• Your task:
Give back every record that follows, exactly as written.

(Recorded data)
◆ ◆ ◆ ◆ ◆ ◆ ◆

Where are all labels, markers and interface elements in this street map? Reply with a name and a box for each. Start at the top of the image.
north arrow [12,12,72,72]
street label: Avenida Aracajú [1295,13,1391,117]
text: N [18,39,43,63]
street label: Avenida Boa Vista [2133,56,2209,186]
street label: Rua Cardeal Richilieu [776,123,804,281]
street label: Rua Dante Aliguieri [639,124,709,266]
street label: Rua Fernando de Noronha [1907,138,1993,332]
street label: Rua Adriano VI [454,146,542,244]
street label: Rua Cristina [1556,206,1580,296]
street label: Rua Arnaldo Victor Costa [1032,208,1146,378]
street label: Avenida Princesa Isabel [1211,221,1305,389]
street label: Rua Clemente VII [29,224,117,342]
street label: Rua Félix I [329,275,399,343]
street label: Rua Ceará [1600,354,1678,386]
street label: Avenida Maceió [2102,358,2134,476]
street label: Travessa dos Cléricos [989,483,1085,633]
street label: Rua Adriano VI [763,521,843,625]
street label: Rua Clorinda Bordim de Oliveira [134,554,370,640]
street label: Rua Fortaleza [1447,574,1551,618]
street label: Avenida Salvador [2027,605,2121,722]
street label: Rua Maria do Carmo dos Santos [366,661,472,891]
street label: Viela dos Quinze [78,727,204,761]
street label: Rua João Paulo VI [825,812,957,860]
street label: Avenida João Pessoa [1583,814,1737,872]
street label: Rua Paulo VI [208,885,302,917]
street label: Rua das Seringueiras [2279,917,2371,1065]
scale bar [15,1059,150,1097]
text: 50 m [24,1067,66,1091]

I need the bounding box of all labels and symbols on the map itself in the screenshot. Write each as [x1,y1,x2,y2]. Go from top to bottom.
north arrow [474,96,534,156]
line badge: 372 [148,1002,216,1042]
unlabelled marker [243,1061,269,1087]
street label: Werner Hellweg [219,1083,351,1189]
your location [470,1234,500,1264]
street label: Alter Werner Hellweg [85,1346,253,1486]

◆ ◆ ◆ ◆ ◆ ◆ ◆

• The answer:
Where are all labels, markers and interface elements in this street map? Reply with a name and a box for each. Start at the top of the image.
north arrow [12,12,72,72]
street label: Avenida Aracajú [1295,13,1391,117]
text: N [18,39,43,63]
street label: Avenida Boa Vista [2133,56,2209,186]
street label: Rua Cardeal Richilieu [776,123,804,281]
street label: Rua Dante Aliguieri [639,124,709,266]
street label: Rua Fernando de Noronha [1907,138,1993,332]
street label: Rua Adriano VI [454,146,542,244]
street label: Rua Cristina [1556,206,1580,296]
street label: Rua Arnaldo Victor Costa [1032,208,1146,378]
street label: Avenida Princesa Isabel [1211,221,1305,389]
street label: Rua Clemente VII [29,224,117,342]
street label: Rua Félix I [329,275,399,343]
street label: Rua Ceará [1600,354,1678,386]
street label: Avenida Maceió [2102,358,2134,476]
street label: Travessa dos Cléricos [989,483,1085,633]
street label: Rua Adriano VI [763,521,843,625]
street label: Rua Clorinda Bordim de Oliveira [134,554,370,640]
street label: Rua Fortaleza [1447,574,1551,618]
street label: Avenida Salvador [2027,605,2121,722]
street label: Rua Maria do Carmo dos Santos [366,661,472,891]
street label: Viela dos Quinze [78,727,204,761]
street label: Rua João Paulo VI [825,812,957,860]
street label: Avenida João Pessoa [1583,814,1737,872]
street label: Rua Paulo VI [208,885,302,917]
street label: Rua das Seringueiras [2279,917,2371,1065]
scale bar [15,1059,150,1097]
text: 50 m [24,1067,66,1091]

I need the bounding box of all labels and symbols on the map itself in the screenshot. Write each as [x1,y1,x2,y2]. Go from top to bottom.
north arrow [474,96,534,156]
line badge: 372 [148,1002,216,1042]
unlabelled marker [243,1061,269,1087]
street label: Werner Hellweg [219,1083,351,1189]
your location [470,1234,500,1264]
street label: Alter Werner Hellweg [85,1346,253,1486]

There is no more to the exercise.